Problem to solve »
From the listing, collect all lines containing the word "Alexander".
Top of Source information
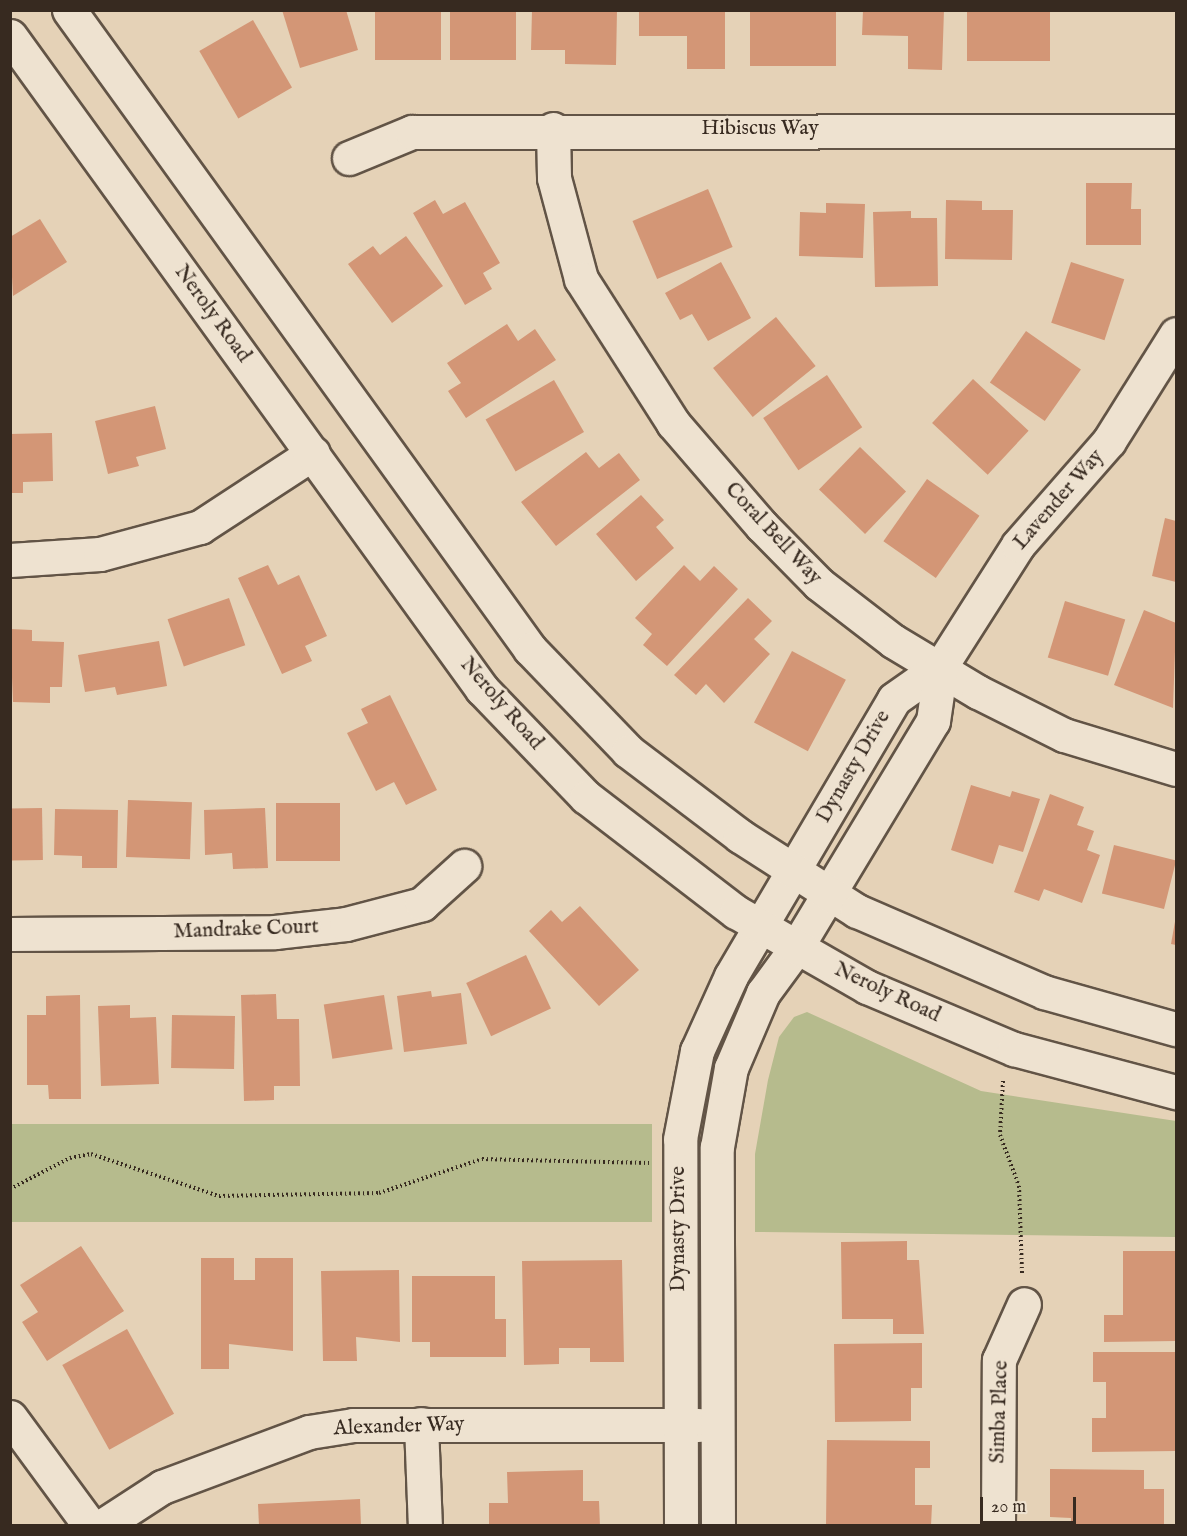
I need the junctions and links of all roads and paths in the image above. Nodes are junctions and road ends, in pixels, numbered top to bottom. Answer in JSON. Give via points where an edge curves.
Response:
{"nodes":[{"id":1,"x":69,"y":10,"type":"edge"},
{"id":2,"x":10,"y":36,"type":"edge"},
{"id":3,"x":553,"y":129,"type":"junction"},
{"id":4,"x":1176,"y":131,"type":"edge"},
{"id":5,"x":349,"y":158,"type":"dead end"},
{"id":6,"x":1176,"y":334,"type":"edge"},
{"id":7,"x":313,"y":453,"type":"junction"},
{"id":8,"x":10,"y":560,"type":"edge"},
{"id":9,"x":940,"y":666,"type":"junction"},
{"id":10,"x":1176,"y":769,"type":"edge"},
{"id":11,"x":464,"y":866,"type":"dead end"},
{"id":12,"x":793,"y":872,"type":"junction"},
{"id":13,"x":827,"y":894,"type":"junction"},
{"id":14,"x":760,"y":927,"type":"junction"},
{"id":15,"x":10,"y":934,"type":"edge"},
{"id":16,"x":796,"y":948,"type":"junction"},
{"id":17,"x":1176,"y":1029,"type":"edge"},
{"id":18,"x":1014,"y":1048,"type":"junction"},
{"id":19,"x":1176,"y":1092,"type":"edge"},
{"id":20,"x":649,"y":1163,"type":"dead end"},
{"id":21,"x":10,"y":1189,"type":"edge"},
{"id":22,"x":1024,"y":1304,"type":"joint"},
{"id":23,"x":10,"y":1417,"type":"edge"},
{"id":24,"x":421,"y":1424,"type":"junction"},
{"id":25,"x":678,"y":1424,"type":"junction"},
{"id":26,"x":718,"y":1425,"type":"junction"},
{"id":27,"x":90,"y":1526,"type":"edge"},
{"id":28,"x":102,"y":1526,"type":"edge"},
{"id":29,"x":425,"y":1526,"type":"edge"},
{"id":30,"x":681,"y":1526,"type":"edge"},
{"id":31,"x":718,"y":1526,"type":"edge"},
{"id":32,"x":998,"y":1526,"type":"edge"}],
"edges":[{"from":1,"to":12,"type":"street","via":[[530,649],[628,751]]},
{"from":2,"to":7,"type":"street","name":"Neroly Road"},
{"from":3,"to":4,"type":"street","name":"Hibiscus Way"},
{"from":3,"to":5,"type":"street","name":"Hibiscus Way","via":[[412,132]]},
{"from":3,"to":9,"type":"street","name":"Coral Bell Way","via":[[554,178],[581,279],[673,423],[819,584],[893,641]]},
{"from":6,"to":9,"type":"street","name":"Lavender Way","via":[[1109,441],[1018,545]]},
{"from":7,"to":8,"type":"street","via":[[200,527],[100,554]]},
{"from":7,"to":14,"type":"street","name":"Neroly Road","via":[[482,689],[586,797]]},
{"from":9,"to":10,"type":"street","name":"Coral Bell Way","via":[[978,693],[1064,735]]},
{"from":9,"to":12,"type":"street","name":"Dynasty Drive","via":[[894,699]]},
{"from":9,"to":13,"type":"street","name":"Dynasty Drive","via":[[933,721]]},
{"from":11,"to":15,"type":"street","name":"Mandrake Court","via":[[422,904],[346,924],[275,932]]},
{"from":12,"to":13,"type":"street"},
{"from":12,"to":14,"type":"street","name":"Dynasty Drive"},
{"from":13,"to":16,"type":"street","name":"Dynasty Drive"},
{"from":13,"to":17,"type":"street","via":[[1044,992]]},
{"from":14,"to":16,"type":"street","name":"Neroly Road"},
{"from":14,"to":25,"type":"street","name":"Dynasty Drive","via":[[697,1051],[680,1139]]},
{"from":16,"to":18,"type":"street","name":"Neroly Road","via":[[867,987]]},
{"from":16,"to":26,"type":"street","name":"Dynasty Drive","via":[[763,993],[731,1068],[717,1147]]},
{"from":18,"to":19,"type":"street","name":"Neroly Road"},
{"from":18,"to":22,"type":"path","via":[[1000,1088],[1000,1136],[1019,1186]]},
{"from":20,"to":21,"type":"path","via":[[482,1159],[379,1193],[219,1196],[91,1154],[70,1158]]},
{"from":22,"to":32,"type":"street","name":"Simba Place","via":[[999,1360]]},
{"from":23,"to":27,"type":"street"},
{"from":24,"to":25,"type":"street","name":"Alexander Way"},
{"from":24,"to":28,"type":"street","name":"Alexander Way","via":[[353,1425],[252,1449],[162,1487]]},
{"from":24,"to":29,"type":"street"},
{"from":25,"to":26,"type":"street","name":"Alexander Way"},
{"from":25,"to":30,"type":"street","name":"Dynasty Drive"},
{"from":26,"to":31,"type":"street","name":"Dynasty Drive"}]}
Bottom of Source information
Top of Source information
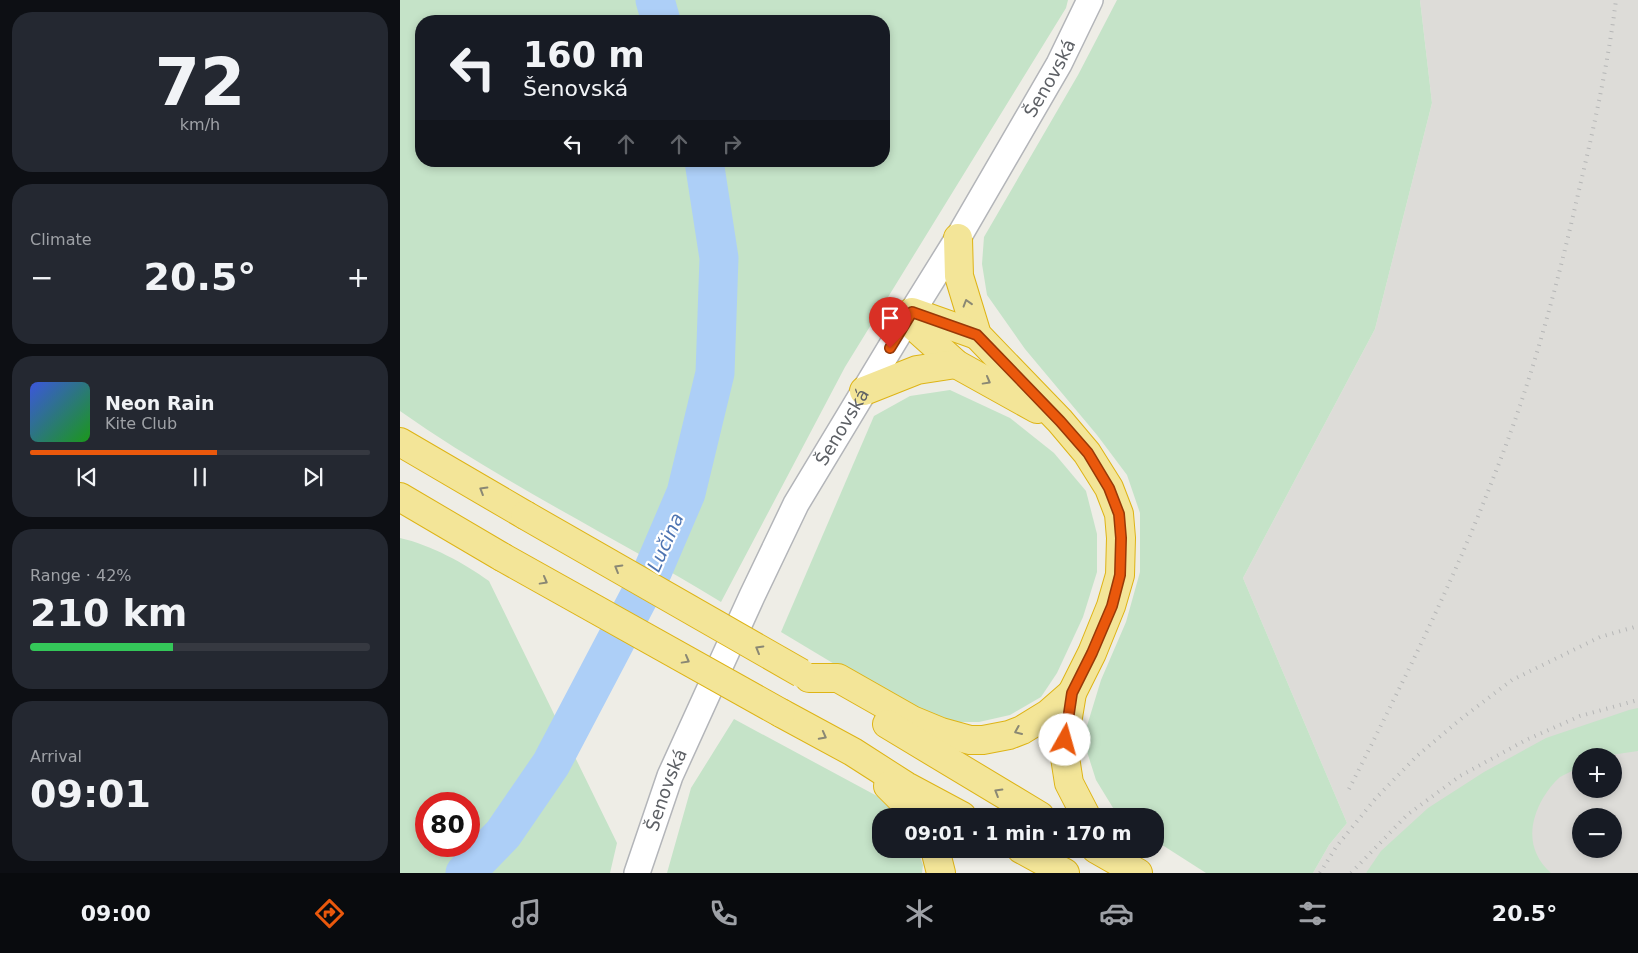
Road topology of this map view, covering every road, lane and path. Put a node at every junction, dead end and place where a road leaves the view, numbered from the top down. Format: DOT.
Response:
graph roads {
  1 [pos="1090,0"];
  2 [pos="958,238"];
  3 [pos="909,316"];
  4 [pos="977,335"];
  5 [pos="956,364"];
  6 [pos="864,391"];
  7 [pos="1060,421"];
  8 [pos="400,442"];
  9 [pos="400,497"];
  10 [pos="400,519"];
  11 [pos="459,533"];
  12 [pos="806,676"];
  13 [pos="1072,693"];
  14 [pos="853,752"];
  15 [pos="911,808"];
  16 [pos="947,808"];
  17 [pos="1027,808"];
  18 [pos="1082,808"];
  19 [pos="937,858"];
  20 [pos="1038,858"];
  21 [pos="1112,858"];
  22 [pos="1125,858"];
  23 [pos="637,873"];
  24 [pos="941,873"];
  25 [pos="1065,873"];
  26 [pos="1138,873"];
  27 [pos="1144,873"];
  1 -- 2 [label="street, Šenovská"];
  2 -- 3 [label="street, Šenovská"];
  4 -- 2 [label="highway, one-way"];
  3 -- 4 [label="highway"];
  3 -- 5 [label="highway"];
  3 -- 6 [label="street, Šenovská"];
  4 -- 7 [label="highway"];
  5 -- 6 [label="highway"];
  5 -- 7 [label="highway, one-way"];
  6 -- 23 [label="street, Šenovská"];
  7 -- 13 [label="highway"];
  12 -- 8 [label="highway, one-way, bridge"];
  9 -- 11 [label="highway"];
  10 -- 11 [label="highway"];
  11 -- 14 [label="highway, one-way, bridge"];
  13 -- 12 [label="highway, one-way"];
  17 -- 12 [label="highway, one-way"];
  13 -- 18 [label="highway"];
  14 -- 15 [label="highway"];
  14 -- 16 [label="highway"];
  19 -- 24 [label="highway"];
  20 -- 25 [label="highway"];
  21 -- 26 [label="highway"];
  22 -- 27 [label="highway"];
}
Bottom of Source information
Answer to this exercise »
{"from":24,"to":25,"type":"street","name":"Alexander Way"},
{"from":24,"to":28,"type":"street","name":"Alexander Way","via":[[353,1425],[252,1449],[162,1487]]},
{"from":25,"to":26,"type":"street","name":"Alexander Way"},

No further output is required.